### Data shown
BEGIN
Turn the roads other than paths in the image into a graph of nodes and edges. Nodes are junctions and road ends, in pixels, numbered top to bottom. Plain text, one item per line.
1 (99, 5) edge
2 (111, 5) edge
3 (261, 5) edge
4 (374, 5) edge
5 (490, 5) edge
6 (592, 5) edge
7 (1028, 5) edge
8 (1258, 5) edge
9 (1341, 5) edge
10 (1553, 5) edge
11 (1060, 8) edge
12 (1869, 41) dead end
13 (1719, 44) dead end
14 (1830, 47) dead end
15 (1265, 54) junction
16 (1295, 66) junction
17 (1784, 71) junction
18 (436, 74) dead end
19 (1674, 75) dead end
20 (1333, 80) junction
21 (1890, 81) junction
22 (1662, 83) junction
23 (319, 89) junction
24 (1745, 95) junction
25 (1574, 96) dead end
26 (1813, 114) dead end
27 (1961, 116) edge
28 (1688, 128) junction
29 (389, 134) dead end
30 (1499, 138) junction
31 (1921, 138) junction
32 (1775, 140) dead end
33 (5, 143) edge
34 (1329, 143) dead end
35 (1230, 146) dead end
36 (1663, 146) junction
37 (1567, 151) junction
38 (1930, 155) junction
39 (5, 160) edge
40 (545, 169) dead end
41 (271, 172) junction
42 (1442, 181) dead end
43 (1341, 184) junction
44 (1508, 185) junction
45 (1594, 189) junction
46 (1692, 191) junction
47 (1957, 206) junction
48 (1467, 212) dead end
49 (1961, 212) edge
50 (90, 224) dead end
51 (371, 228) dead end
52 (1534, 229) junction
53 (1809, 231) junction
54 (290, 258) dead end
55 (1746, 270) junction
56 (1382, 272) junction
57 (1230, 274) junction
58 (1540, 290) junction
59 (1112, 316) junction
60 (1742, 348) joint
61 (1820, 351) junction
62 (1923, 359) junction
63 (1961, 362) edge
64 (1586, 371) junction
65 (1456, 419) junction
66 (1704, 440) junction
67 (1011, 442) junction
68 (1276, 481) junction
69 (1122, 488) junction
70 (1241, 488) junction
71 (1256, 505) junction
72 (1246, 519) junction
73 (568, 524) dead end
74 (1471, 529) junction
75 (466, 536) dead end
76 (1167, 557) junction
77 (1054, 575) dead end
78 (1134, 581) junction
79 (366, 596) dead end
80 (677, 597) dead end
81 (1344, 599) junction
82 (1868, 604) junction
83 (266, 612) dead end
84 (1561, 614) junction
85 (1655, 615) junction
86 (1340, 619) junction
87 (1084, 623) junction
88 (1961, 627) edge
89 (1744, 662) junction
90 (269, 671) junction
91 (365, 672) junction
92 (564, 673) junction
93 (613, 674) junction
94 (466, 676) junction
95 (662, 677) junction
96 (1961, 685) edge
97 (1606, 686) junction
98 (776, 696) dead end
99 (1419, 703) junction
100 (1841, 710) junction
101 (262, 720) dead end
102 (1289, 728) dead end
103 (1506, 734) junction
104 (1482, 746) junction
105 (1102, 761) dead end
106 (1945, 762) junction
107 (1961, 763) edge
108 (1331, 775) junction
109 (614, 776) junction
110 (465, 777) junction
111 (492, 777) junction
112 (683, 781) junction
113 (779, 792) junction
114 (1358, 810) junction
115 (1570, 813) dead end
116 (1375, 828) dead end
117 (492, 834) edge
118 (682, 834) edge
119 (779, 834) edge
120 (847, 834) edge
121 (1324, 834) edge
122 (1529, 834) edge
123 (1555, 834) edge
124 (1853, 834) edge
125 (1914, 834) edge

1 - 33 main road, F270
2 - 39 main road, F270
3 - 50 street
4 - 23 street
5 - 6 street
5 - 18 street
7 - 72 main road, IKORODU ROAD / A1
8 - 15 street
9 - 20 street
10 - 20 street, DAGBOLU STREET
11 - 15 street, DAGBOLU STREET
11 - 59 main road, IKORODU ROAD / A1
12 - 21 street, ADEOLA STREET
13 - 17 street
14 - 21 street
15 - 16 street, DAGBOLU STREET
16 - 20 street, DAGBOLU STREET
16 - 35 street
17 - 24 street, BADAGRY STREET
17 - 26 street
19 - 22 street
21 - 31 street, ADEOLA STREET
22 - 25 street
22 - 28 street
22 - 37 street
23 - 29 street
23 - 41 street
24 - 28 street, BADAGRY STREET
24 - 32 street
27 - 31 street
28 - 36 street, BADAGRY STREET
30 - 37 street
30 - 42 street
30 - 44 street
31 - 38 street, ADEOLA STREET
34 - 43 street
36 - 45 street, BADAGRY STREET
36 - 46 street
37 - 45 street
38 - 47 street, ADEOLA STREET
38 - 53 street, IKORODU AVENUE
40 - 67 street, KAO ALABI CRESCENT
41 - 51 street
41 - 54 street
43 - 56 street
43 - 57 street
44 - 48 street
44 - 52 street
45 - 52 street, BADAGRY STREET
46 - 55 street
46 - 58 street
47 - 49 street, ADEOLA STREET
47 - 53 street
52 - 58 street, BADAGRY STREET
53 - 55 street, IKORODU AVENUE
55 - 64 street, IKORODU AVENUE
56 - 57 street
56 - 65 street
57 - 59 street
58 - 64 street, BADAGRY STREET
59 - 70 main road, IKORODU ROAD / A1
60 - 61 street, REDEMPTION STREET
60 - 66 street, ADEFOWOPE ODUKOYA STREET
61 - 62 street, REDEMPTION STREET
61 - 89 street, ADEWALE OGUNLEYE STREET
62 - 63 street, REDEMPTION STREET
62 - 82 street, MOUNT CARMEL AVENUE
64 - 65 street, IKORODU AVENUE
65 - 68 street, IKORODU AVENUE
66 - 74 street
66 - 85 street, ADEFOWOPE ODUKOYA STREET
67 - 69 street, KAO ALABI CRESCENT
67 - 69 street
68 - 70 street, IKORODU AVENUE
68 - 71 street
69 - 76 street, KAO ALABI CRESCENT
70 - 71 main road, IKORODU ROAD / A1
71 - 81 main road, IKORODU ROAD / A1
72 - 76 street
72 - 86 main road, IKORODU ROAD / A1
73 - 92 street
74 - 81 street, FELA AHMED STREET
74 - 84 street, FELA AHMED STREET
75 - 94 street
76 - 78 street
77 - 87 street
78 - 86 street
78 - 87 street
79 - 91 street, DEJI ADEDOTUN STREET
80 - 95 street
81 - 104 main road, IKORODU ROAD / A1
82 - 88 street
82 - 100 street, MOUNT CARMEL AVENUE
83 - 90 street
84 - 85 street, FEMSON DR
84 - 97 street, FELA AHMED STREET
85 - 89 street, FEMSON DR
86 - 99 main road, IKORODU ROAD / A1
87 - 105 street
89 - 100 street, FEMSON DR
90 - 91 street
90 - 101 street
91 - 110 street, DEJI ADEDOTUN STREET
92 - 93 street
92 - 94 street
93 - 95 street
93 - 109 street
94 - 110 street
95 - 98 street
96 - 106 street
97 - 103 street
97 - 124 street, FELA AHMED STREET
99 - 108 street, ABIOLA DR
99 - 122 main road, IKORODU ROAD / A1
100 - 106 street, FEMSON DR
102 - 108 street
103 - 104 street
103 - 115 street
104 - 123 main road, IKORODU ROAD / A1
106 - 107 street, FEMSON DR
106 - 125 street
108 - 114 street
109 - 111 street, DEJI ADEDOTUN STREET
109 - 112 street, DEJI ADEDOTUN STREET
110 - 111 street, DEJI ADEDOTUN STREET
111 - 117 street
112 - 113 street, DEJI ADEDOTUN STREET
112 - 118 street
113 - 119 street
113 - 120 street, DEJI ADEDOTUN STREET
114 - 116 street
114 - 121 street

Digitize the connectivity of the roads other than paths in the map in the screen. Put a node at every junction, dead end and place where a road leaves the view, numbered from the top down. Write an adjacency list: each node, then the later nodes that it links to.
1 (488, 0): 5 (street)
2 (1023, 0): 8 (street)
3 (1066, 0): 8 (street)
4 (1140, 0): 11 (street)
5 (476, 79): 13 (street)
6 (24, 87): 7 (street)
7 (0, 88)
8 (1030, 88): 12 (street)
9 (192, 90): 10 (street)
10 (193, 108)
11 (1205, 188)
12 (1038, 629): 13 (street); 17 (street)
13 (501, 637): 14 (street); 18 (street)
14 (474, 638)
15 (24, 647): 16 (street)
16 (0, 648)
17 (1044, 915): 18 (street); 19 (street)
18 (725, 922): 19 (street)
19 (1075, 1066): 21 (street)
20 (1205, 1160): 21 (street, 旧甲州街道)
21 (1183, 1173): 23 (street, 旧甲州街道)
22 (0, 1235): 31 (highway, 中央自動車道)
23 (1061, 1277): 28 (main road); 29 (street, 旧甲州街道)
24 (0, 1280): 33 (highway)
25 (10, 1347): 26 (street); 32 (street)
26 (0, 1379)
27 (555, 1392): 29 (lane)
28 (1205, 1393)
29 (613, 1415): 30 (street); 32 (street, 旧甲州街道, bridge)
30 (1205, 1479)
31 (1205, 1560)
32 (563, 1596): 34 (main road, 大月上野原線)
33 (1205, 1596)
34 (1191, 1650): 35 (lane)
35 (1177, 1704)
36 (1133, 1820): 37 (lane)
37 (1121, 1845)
END
### The task
Identify the lines in the entries above that contain "lane", then copy them out.

### Response for this exercise
27 (555, 1392): 29 (lane)
34 (1191, 1650): 35 (lane)
36 (1133, 1820): 37 (lane)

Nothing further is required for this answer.